Find every line in the data that contains the word "Náhuatl". Return each of those lines.

- _Source data_
>>

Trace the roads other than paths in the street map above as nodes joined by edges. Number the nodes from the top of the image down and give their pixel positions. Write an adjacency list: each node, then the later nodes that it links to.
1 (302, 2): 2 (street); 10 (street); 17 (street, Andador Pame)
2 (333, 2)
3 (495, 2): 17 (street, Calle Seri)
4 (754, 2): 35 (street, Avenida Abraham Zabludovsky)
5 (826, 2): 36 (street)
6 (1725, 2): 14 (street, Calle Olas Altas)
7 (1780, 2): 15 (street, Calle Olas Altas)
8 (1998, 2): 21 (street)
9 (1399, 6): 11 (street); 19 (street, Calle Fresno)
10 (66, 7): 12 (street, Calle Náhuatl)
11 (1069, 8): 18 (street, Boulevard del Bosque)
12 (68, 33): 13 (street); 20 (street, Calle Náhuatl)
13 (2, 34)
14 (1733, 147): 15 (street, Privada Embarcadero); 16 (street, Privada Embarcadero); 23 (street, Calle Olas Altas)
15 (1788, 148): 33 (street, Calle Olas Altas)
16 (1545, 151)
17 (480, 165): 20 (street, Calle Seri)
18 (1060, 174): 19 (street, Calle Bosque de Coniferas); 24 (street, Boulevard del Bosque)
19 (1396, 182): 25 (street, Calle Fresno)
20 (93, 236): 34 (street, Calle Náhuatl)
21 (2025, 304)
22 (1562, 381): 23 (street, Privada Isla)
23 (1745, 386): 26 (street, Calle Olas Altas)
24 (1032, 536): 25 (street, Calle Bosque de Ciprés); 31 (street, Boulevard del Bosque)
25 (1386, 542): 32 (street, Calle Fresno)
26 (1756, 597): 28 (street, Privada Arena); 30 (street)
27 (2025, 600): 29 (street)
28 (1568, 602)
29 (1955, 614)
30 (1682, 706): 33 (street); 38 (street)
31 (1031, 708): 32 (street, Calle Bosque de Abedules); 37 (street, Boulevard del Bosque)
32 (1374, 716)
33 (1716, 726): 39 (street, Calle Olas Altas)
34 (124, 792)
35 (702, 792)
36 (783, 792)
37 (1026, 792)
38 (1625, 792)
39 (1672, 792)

<<

- _Response to this task_
10 (66, 7): 12 (street, Calle Náhuatl)
12 (68, 33): 13 (street); 20 (street, Calle Náhuatl)
20 (93, 236): 34 (street, Calle Náhuatl)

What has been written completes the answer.